Each instance in MC-SEARCH provides step-wise sub-questions, explicit retrieval modality annotations (image vs. text), and intermediate reasoning states, allowing for a fine-grained analysis of how agents plan and execute multimodal search.

MC-SEARCH Benchmark Design
Figure 1. The reasoning topologies of MC-SEARCH: simulating realistic agentic search behaviors via unified pipelines.

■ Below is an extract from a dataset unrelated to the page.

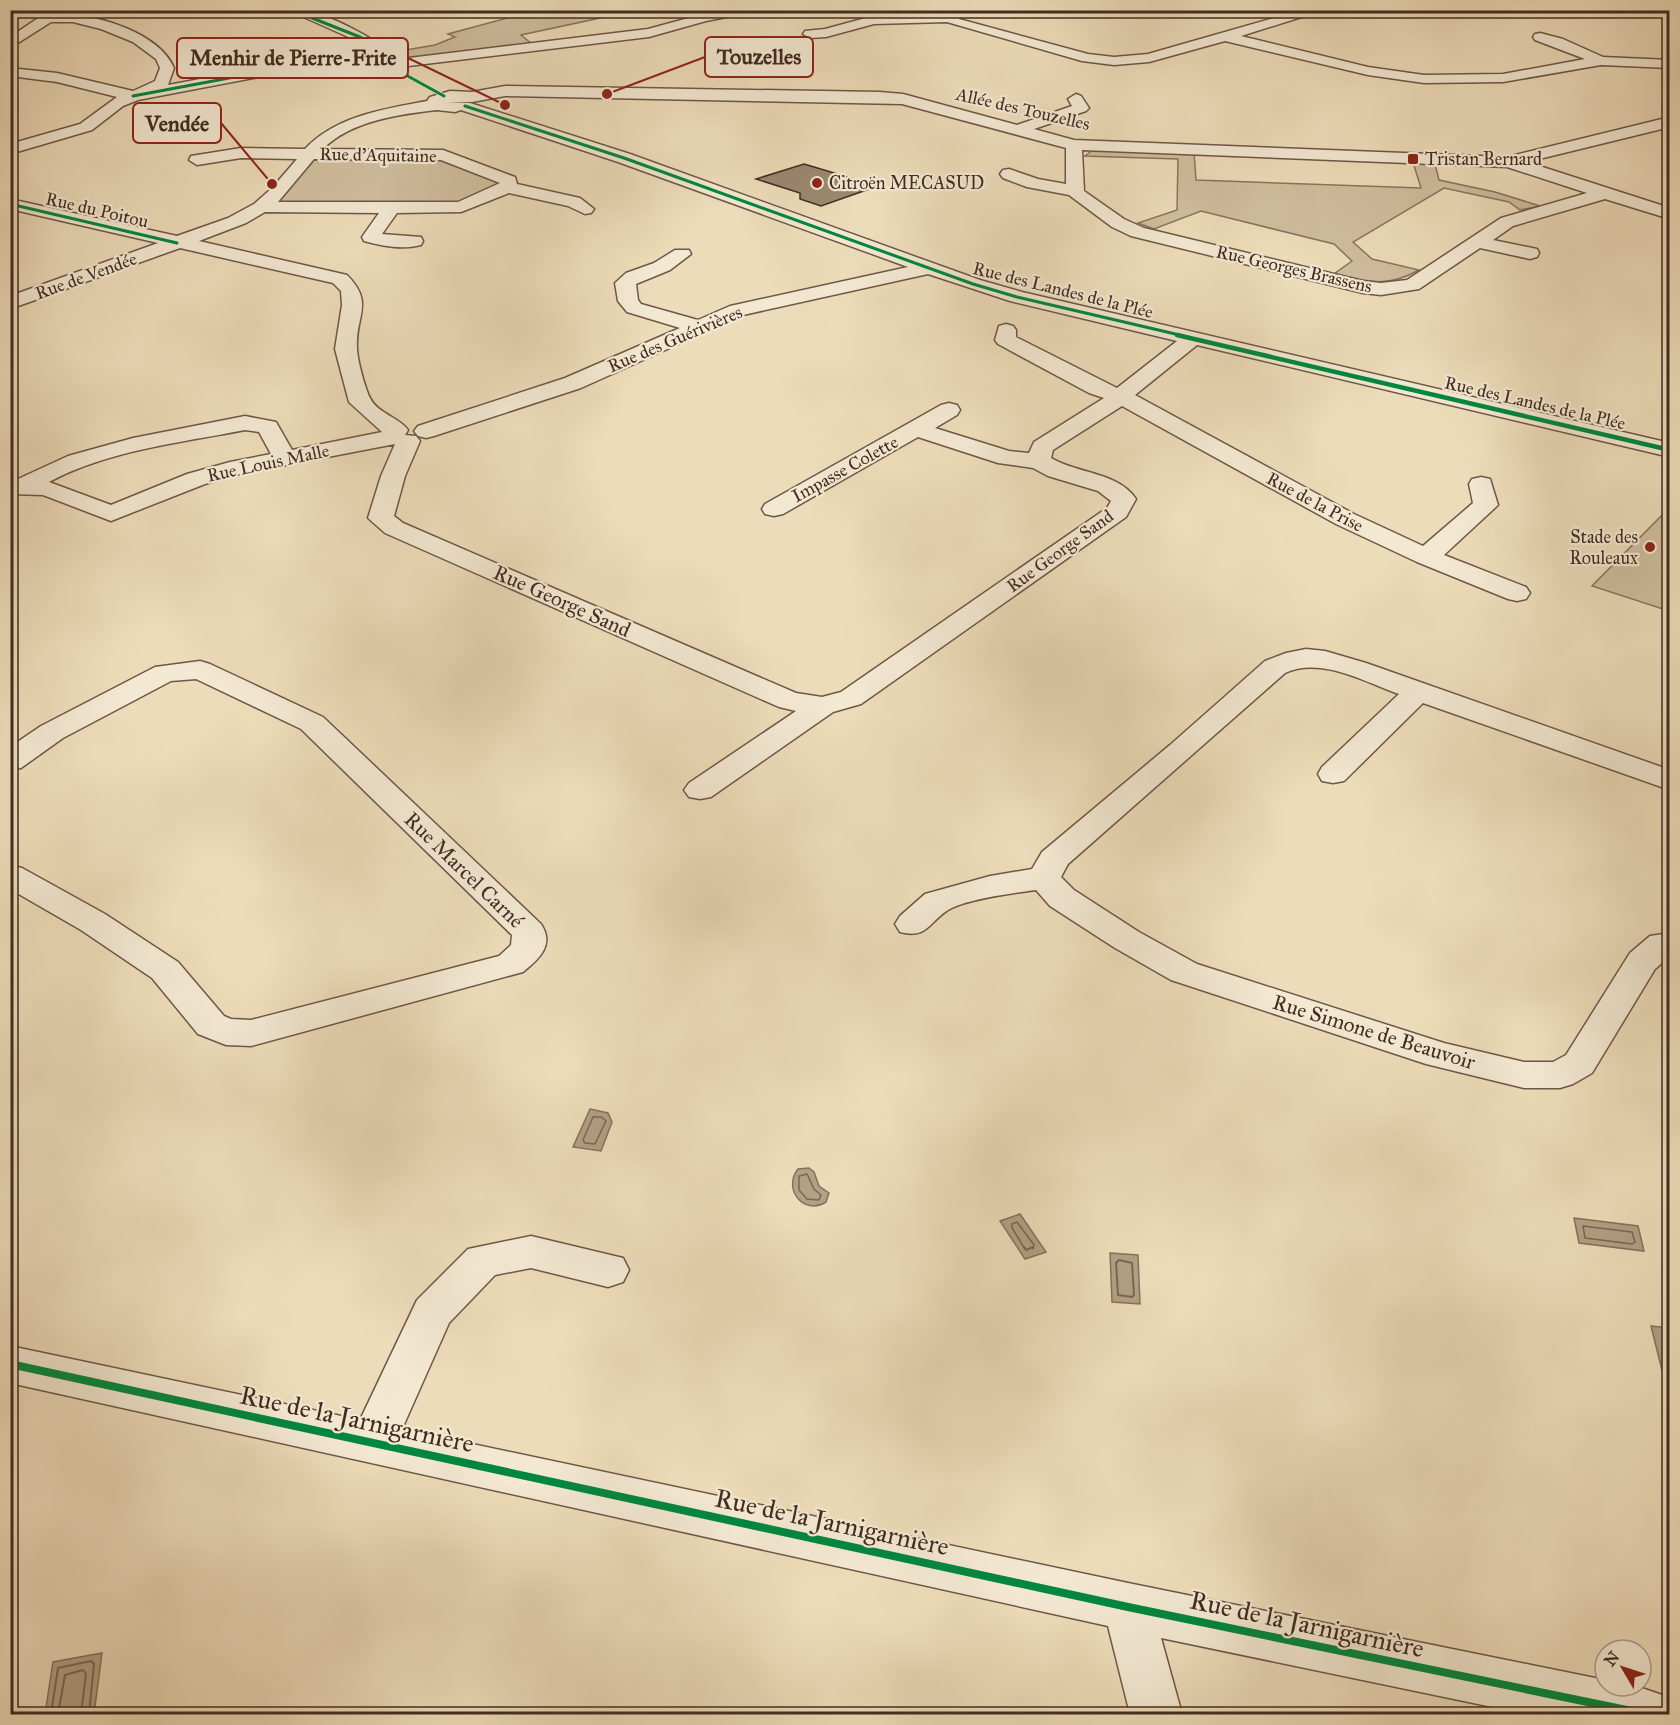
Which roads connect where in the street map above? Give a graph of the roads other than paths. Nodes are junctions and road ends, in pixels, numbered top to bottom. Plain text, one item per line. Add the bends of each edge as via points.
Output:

We introduce five representative reasoning topologies that mirror real-world search patterns. We evaluate models not just on the final answer, but on their Hit-per-Step (HPS), Rollout Deviation (RD), and Planning Accuracy to pinpoint where agentic reasoning breaks down.

Key Takeaways


Our evaluation of state-of-the-art MLLMs (Multimodal Large Language Models) reveals critical bottlenecks in current agentic search capabilities:

💡 Compounding Errors: Retrieval fidelity drops significantly as reasoning depth exceeds 3 hops.

💡 Modality Gap: Current models struggle with maintaining consistency when switching between image and text retrieval.

💡 Process Supervision: Explicit reasoning alignment (like our SEARCH-ALIGN) substantially boosts retrieval success rates.